Available data START

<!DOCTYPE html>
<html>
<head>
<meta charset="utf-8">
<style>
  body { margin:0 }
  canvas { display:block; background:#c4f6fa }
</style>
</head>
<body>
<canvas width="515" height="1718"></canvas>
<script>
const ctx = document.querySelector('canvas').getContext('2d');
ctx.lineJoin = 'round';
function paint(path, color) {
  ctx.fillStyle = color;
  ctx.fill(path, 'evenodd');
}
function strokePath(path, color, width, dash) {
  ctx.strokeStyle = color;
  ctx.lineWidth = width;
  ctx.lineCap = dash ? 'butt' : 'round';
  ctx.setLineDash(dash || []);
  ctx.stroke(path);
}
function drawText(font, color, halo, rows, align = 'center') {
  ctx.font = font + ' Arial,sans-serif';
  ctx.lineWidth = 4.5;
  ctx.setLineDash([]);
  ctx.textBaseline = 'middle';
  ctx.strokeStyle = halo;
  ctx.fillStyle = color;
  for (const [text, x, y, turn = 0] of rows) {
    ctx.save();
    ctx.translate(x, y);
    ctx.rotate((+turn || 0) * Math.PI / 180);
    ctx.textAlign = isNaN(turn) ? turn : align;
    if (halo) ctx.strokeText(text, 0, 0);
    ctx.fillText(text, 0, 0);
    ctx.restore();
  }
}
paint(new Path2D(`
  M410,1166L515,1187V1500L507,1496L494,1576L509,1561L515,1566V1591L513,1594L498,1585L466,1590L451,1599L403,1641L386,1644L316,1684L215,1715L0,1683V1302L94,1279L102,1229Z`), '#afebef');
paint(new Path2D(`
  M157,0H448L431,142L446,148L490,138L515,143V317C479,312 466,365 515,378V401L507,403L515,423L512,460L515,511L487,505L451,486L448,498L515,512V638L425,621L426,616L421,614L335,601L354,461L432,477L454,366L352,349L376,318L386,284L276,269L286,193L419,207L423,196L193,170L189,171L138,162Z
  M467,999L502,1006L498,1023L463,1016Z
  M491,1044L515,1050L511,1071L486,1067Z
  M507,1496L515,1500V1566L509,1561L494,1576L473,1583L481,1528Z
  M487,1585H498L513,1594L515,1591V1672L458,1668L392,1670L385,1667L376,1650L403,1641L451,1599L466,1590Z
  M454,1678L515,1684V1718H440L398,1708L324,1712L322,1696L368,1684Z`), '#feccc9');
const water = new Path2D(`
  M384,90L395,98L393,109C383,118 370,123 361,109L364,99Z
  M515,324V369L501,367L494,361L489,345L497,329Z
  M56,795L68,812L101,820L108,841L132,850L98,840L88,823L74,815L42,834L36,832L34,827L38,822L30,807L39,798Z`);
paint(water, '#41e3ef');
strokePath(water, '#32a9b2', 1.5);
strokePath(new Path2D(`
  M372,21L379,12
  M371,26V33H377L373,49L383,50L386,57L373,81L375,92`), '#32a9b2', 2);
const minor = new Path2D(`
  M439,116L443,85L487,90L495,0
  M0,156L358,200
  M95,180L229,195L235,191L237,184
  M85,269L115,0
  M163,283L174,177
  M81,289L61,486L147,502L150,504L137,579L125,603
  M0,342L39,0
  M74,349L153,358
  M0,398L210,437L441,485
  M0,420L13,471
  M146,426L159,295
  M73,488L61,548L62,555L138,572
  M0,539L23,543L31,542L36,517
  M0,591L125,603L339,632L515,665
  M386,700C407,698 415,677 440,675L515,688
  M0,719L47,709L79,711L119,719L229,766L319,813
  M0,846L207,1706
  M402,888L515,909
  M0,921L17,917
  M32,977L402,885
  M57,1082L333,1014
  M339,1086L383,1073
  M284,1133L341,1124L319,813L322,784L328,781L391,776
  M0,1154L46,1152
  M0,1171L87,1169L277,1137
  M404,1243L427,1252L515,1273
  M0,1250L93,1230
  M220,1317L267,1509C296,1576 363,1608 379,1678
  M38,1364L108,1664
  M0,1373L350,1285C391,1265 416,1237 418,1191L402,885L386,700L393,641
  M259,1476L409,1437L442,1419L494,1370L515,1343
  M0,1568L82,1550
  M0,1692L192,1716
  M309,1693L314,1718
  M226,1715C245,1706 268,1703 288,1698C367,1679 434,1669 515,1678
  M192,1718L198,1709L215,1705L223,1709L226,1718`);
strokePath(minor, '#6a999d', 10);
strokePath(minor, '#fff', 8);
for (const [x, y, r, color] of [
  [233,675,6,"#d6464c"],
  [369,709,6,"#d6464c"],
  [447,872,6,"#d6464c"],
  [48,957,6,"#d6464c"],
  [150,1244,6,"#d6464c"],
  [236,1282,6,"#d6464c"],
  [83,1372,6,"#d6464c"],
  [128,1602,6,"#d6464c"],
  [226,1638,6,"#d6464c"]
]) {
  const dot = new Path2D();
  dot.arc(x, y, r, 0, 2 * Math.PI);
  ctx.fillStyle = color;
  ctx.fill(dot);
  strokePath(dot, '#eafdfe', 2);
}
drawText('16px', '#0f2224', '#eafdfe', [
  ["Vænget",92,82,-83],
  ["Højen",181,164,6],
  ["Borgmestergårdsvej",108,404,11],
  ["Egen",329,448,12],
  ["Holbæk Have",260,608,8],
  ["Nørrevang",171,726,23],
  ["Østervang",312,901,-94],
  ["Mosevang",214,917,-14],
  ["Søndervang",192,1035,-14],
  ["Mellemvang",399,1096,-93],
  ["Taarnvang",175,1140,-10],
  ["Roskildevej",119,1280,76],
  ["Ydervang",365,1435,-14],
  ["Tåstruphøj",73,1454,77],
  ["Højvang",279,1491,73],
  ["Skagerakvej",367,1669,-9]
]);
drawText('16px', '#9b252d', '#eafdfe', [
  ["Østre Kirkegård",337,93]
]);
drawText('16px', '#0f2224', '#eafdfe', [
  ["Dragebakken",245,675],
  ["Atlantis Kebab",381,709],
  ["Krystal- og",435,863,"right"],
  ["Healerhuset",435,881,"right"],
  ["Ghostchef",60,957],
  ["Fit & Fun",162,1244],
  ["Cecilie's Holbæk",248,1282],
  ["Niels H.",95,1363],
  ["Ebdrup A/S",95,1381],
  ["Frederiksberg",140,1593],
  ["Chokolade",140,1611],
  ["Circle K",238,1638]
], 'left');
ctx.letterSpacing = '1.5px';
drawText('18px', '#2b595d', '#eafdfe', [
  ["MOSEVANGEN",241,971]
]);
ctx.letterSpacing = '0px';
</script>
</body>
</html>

Available data END

> _Exercise_: Identify every line above that includes the word "turn", and show those lines.

> _Result for this task_:
  for (const [text, x, y, turn = 0] of rows) {
    ctx.rotate((+turn || 0) * Math.PI / 180);
    ctx.textAlign = isNaN(turn) ? turn : align;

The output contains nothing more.